** TASK PROMPT **
Copy out every line of the listing in which "Termez" appears.

** ENTRIES PROVIDED **
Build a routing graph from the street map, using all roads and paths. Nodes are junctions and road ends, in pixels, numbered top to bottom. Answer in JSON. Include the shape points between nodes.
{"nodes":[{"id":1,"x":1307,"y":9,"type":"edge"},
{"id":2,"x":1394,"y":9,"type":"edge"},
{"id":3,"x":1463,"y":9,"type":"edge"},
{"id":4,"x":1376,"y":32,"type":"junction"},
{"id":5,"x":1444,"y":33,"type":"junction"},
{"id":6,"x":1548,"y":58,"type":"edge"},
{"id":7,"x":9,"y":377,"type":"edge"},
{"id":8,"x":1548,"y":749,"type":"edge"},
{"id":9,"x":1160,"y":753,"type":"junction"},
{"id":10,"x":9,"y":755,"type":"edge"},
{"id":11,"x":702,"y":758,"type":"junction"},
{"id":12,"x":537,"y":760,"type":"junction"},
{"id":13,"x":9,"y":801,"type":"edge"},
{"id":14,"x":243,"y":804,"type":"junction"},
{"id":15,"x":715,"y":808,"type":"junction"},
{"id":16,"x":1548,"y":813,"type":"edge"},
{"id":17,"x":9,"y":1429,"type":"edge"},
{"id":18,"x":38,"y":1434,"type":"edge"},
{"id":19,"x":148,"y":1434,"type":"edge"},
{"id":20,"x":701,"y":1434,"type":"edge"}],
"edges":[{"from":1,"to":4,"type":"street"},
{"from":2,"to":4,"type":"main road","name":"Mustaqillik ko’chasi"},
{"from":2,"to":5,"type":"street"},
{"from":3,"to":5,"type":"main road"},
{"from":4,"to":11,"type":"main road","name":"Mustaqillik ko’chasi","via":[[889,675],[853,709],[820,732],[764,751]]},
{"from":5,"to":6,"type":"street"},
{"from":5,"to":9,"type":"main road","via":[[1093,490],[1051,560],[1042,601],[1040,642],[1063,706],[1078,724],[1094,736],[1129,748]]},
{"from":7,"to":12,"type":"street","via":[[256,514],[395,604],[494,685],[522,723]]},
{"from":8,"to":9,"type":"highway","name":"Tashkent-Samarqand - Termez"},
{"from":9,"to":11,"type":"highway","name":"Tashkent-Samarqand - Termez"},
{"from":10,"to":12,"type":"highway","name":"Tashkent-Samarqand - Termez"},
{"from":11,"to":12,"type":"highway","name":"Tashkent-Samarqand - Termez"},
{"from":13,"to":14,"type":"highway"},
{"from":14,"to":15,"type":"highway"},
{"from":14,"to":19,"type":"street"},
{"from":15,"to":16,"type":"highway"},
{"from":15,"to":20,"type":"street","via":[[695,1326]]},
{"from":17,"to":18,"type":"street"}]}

** SOLVED PROBLEM **
{"from":8,"to":9,"type":"highway","name":"Tashkent-Samarqand - Termez"},
{"from":9,"to":11,"type":"highway","name":"Tashkent-Samarqand - Termez"},
{"from":10,"to":12,"type":"highway","name":"Tashkent-Samarqand - Termez"},
{"from":11,"to":12,"type":"highway","name":"Tashkent-Samarqand - Termez"},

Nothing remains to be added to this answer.